▶ [Requirement]:
Please output every entry below exactly as written, leaving out any pictures.

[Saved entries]
--

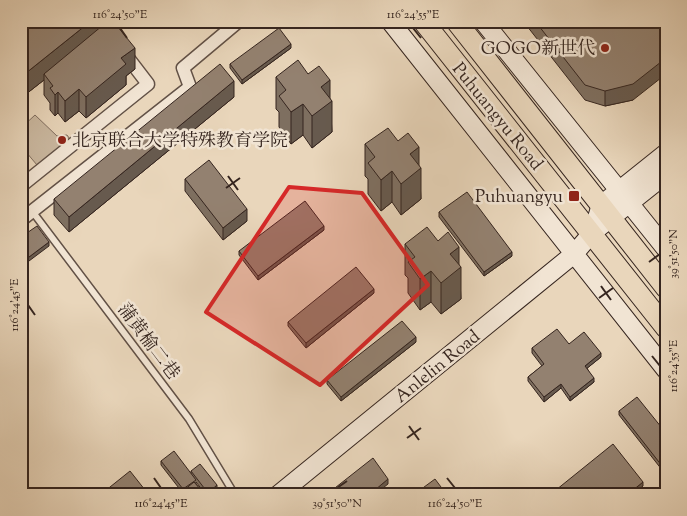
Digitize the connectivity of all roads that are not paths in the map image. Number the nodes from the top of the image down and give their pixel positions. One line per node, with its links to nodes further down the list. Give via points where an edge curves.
1 (239, 21): 12 (street, via 182,68 190,87)
2 (390, 21): 15 (street)
3 (423, 21): 13 (main road, Puhuangyu Road)
4 (456, 21): 11 (main road, Puhuangyu Road)
5 (483, 21): 10 (street)
6 (118, 45): 9 (street, via 148,84)
7 (666, 153): 10 (street)
8 (666, 174): 10 (street)
9 (21, 186)
10 (625, 196): 11 (street, Anlelin Road); 14 (street)
11 (606, 211): 13 (street, Anlelin Road); 16 (main road, Puhuangyu Road)
12 (25, 215): 19 (lane, 蒲黄榆二巷, via 189,419)
13 (592, 233): 15 (street, Anlelin Road); 17 (main road, Puhuangyu Road)
14 (666, 249)
15 (574, 254): 18 (street); 20 (street, Anlelin Road)
16 (666, 288)
17 (666, 328)
18 (666, 370)
19 (235, 495)
20 (278, 495)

--

▶ [Solution to the problem]:
Digitize the connectivity of all roads that are not paths in the map image. Number the nodes from the top of the image down and give their pixel positions. One line per node, with its links to nodes further down the list. Give via points where an edge curves.
1 (239, 21): 12 (street, via 182,68 190,87)
2 (390, 21): 15 (street)
3 (423, 21): 13 (main road, Puhuangyu Road)
4 (456, 21): 11 (main road, Puhuangyu Road)
5 (483, 21): 10 (street)
6 (118, 45): 9 (street, via 148,84)
7 (666, 153): 10 (street)
8 (666, 174): 10 (street)
9 (21, 186)
10 (625, 196): 11 (street, Anlelin Road); 14 (street)
11 (606, 211): 13 (street, Anlelin Road); 16 (main road, Puhuangyu Road)
12 (25, 215): 19 (lane, 蒲黄榆二巷, via 189,419)
13 (592, 233): 15 (street, Anlelin Road); 17 (main road, Puhuangyu Road)
14 (666, 249)
15 (574, 254): 18 (street); 20 (street, Anlelin Road)
16 (666, 288)
17 (666, 328)
18 (666, 370)
19 (235, 495)
20 (278, 495)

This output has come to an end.